Collected data entries
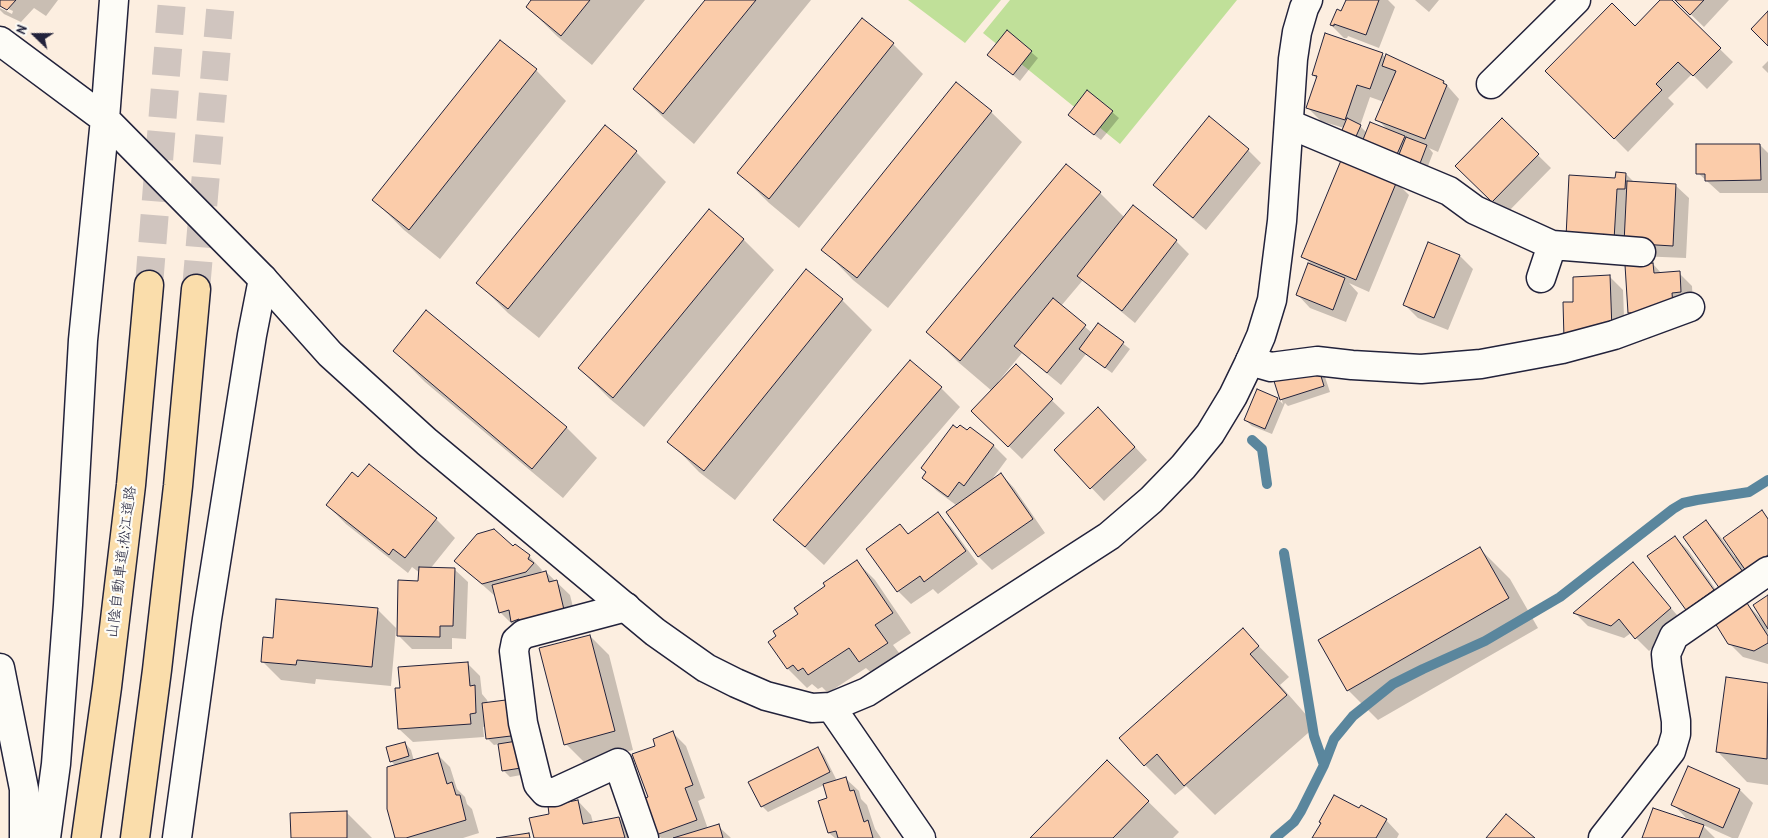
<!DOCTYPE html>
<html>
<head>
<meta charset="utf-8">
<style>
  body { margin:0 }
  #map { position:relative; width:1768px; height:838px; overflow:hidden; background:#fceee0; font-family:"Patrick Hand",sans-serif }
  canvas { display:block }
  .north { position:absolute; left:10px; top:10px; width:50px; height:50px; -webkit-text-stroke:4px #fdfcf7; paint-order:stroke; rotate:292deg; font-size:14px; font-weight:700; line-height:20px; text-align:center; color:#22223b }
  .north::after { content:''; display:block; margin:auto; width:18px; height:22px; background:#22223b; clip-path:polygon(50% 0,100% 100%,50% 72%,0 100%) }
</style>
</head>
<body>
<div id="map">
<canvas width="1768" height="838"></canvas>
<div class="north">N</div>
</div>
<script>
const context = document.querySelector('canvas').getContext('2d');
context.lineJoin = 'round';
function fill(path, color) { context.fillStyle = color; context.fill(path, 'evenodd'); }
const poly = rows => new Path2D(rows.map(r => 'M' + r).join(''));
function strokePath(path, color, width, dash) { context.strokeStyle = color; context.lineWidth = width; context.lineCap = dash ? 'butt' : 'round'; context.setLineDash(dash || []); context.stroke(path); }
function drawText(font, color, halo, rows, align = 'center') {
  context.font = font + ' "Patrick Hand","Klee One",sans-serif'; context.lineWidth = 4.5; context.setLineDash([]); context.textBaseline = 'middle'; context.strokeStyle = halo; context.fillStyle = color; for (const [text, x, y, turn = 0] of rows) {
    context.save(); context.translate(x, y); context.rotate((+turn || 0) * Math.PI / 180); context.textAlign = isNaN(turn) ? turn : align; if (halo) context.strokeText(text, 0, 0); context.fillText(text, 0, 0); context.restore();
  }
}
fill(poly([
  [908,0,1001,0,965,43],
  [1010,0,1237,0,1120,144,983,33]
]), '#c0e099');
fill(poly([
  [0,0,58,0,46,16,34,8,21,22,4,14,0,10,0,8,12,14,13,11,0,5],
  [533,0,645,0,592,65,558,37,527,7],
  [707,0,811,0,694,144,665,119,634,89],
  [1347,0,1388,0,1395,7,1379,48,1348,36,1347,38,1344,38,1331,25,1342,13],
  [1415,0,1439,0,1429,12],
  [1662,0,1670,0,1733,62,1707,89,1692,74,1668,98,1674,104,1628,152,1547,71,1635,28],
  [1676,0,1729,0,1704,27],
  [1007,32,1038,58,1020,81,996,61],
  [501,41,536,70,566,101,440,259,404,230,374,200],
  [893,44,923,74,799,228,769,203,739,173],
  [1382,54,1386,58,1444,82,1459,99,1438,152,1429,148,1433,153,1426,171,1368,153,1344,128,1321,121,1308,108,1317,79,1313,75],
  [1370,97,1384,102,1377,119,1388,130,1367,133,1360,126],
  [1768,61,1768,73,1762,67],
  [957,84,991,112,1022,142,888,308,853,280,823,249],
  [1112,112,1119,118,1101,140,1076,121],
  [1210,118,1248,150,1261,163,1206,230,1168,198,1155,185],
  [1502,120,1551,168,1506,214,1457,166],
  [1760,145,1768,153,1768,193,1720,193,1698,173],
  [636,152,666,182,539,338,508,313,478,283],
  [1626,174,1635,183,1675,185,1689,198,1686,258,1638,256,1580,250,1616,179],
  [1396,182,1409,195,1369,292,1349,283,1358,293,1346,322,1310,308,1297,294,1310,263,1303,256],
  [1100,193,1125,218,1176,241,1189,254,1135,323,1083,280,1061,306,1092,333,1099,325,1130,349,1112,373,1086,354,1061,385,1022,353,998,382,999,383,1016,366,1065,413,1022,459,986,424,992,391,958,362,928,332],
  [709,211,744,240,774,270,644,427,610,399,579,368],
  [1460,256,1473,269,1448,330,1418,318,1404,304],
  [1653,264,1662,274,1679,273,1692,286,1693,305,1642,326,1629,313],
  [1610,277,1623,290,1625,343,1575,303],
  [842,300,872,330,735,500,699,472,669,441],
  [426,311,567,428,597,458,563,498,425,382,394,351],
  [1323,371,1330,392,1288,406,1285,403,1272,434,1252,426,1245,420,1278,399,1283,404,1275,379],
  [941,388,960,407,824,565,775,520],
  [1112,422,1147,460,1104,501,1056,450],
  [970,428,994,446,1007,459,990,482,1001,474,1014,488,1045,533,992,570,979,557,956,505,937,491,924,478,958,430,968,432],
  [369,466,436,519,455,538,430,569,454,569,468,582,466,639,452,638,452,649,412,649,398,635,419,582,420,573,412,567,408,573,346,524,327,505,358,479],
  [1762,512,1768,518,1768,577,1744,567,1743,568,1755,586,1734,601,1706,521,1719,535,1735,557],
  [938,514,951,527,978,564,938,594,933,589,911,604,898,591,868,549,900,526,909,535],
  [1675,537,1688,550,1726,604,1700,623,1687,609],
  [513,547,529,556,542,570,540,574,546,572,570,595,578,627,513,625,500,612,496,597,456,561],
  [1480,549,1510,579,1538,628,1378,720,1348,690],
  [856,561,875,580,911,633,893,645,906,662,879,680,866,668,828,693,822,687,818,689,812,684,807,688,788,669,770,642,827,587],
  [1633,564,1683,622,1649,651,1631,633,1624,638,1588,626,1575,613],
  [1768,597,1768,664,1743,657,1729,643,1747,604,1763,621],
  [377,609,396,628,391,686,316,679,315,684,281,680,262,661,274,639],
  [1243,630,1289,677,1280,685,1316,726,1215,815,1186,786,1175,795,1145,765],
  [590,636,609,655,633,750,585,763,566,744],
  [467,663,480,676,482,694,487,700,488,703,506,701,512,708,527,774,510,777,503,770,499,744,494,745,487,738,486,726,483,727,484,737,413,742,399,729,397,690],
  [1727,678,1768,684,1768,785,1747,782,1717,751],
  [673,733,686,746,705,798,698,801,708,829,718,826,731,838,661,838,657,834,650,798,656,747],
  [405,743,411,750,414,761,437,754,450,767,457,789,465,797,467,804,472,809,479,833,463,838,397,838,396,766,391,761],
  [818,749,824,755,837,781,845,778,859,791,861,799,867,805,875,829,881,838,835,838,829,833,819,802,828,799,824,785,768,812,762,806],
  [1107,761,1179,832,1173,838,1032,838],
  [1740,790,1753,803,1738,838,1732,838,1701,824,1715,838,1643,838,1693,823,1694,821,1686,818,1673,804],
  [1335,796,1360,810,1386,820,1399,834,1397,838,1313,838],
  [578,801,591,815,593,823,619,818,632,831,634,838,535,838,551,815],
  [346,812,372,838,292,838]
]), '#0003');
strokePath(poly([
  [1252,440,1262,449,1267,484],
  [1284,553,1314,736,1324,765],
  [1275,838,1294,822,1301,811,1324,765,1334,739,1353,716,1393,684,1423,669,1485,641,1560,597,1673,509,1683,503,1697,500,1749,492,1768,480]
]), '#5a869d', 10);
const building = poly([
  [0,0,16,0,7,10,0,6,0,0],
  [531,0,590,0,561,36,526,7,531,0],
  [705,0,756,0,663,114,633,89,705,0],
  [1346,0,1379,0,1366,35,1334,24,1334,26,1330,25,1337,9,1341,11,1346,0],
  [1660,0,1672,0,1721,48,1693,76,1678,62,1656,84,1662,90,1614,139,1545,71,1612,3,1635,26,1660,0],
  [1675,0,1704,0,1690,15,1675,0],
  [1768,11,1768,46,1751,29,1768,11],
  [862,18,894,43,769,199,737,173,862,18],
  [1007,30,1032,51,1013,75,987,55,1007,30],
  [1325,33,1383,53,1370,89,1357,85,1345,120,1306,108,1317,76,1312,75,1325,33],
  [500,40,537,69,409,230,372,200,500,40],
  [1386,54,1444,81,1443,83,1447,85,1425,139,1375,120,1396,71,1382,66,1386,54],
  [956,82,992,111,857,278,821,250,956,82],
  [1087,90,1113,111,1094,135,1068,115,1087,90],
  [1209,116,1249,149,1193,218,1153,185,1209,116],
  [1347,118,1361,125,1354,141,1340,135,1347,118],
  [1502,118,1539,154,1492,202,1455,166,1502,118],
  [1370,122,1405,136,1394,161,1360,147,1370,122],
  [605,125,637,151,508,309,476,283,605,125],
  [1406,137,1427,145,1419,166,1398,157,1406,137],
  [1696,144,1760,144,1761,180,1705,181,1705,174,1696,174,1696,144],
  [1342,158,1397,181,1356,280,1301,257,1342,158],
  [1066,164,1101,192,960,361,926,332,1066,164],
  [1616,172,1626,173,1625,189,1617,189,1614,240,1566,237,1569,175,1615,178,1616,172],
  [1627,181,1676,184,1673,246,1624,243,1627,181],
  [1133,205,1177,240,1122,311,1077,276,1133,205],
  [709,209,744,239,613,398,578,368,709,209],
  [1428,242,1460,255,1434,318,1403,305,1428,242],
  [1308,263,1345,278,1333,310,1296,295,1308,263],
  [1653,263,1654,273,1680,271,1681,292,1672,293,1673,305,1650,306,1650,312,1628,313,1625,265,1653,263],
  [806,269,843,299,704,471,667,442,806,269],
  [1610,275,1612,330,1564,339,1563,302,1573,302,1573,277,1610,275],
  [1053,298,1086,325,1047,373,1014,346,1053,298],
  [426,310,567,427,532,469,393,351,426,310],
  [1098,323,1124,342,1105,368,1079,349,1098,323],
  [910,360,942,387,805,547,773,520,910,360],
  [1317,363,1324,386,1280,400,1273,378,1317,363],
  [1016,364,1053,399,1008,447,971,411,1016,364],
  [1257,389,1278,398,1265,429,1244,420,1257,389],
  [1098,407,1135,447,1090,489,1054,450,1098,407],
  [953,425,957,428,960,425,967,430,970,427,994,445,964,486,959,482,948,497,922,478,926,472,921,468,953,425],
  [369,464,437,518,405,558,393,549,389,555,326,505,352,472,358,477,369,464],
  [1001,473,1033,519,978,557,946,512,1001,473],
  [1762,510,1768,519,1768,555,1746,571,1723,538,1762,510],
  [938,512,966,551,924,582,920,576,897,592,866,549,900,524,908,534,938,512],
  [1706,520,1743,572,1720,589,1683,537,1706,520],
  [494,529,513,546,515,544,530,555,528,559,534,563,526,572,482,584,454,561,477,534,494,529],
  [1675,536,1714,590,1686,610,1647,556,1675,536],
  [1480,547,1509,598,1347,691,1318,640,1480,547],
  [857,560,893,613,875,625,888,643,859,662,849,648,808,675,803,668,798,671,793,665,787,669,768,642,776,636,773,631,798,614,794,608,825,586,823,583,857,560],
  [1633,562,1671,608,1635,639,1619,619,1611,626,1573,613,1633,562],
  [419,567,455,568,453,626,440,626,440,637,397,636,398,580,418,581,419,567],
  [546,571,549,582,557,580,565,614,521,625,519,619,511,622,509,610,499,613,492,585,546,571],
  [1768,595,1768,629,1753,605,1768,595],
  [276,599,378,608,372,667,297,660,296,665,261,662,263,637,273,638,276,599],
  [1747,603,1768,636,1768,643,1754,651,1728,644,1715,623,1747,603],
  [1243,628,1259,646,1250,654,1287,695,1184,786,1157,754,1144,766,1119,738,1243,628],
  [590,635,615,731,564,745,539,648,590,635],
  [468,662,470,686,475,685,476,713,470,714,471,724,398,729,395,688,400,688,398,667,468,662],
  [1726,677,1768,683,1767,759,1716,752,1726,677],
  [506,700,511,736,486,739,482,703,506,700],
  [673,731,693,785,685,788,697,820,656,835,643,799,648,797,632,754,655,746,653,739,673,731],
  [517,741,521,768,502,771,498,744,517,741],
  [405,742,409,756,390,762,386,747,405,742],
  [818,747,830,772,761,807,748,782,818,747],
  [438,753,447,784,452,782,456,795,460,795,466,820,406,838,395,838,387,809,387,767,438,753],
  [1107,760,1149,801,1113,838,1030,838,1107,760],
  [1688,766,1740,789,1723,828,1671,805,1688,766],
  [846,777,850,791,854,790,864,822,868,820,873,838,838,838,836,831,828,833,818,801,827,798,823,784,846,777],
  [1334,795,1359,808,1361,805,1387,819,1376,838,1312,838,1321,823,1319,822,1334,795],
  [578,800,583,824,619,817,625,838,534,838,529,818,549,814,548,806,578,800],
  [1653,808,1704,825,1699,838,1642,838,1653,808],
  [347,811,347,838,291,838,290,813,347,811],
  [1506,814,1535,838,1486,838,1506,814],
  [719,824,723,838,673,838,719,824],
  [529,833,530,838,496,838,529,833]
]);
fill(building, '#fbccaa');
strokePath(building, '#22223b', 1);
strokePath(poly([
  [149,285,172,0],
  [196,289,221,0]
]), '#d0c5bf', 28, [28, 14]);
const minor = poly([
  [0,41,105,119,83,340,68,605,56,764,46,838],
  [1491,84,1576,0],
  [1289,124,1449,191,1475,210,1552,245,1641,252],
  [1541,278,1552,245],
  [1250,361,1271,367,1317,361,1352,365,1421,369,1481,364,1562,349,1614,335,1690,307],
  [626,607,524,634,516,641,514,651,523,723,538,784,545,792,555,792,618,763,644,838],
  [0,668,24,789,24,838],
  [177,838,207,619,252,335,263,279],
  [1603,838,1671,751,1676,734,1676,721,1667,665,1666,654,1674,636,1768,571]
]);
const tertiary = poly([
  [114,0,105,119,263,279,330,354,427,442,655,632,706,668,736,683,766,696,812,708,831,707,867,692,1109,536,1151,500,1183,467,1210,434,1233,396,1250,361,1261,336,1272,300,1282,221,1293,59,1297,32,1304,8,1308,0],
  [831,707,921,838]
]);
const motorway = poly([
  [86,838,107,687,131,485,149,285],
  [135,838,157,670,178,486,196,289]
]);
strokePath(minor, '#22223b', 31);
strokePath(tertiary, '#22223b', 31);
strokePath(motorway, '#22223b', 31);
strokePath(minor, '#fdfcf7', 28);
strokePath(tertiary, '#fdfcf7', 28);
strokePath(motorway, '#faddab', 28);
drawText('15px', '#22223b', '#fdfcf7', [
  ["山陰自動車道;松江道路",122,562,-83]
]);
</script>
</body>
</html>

▶ **Exercise requirements**: Report back each line of the entries that holds the string "fillStyle".

▶ **Exercise result**:
function fill(path, color) { context.fillStyle = color; context.fill(path, 'evenodd'); }
  context.font = font + ' "Patrick Hand","Klee One",sans-serif'; context.lineWidth = 4.5; context.setLineDash([]); context.textBaseline = 'middle'; context.strokeStyle = halo; context.fillStyle = color; for (const [text, x, y, turn = 0] of rows) {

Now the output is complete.